Required action: Restate every entry word for word.

Data to examine:

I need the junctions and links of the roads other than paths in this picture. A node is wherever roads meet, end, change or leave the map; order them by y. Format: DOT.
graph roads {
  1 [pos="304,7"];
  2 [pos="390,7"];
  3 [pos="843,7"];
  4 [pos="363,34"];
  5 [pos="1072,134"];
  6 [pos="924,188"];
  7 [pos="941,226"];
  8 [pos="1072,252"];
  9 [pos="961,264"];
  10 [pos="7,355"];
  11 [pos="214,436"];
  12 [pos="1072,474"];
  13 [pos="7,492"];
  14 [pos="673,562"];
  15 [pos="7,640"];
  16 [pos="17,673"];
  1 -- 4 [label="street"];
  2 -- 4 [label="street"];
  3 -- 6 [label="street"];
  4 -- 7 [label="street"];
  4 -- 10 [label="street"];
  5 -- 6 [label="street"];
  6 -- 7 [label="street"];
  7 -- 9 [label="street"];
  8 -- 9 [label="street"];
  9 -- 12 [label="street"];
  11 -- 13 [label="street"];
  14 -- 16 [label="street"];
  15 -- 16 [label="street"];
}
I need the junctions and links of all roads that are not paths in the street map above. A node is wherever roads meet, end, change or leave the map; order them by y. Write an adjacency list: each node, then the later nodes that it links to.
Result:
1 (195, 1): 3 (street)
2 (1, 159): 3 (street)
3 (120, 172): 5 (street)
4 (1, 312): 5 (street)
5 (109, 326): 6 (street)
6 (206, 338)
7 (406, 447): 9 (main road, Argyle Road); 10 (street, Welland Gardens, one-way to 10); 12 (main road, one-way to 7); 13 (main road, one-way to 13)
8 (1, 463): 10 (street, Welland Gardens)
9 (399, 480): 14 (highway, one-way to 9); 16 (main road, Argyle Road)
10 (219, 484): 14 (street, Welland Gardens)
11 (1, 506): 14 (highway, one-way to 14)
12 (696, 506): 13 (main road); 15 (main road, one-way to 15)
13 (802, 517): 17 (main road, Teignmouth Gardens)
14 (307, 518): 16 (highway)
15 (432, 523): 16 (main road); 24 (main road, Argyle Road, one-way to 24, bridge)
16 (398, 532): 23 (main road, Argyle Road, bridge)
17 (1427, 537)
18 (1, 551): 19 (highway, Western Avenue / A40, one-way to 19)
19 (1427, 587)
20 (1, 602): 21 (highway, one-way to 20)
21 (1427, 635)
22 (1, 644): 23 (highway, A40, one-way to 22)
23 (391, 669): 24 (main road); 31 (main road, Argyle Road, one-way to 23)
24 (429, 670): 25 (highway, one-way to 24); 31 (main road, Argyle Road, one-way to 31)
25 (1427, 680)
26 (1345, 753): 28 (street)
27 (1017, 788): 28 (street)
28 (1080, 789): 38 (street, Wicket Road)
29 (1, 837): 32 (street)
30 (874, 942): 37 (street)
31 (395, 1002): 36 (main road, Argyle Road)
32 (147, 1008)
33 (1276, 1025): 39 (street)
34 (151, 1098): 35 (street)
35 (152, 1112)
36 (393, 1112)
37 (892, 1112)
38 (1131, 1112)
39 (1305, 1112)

Response:
I need the junctions and links of the roads other than paths in this picture. A node is wherever roads meet, end, change or leave the map; order them by y. Format: DOT.
graph roads {
  1 [pos="304,7"];
  2 [pos="390,7"];
  3 [pos="843,7"];
  4 [pos="363,34"];
  5 [pos="1072,134"];
  6 [pos="924,188"];
  7 [pos="941,226"];
  8 [pos="1072,252"];
  9 [pos="961,264"];
  10 [pos="7,355"];
  11 [pos="214,436"];
  12 [pos="1072,474"];
  13 [pos="7,492"];
  14 [pos="673,562"];
  15 [pos="7,640"];
  16 [pos="17,673"];
  1 -- 4 [label="street"];
  2 -- 4 [label="street"];
  3 -- 6 [label="street"];
  4 -- 7 [label="street"];
  4 -- 10 [label="street"];
  5 -- 6 [label="street"];
  6 -- 7 [label="street"];
  7 -- 9 [label="street"];
  8 -- 9 [label="street"];
  9 -- 12 [label="street"];
  11 -- 13 [label="street"];
  14 -- 16 [label="street"];
  15 -- 16 [label="street"];
}
I need the junctions and links of all roads that are not paths in the street map above. A node is wherever roads meet, end, change or leave the map; order them by y. Write an adjacency list: each node, then the later nodes that it links to.
Result:
1 (195, 1): 3 (street)
2 (1, 159): 3 (street)
3 (120, 172): 5 (street)
4 (1, 312): 5 (street)
5 (109, 326): 6 (street)
6 (206, 338)
7 (406, 447): 9 (main road, Argyle Road); 10 (street, Welland Gardens, one-way to 10); 12 (main road, one-way to 7); 13 (main road, one-way to 13)
8 (1, 463): 10 (street, Welland Gardens)
9 (399, 480): 14 (highway, one-way to 9); 16 (main road, Argyle Road)
10 (219, 484): 14 (street, Welland Gardens)
11 (1, 506): 14 (highway, one-way to 14)
12 (696, 506): 13 (main road); 15 (main road, one-way to 15)
13 (802, 517): 17 (main road, Teignmouth Gardens)
14 (307, 518): 16 (highway)
15 (432, 523): 16 (main road); 24 (main road, Argyle Road, one-way to 24, bridge)
16 (398, 532): 23 (main road, Argyle Road, bridge)
17 (1427, 537)
18 (1, 551): 19 (highway, Western Avenue / A40, one-way to 19)
19 (1427, 587)
20 (1, 602): 21 (highway, one-way to 20)
21 (1427, 635)
22 (1, 644): 23 (highway, A40, one-way to 22)
23 (391, 669): 24 (main road); 31 (main road, Argyle Road, one-way to 23)
24 (429, 670): 25 (highway, one-way to 24); 31 (main road, Argyle Road, one-way to 31)
25 (1427, 680)
26 (1345, 753): 28 (street)
27 (1017, 788): 28 (street)
28 (1080, 789): 38 (street, Wicket Road)
29 (1, 837): 32 (street)
30 (874, 942): 37 (street)
31 (395, 1002): 36 (main road, Argyle Road)
32 (147, 1008)
33 (1276, 1025): 39 (street)
34 (151, 1098): 35 (street)
35 (152, 1112)
36 (393, 1112)
37 (892, 1112)
38 (1131, 1112)
39 (1305, 1112)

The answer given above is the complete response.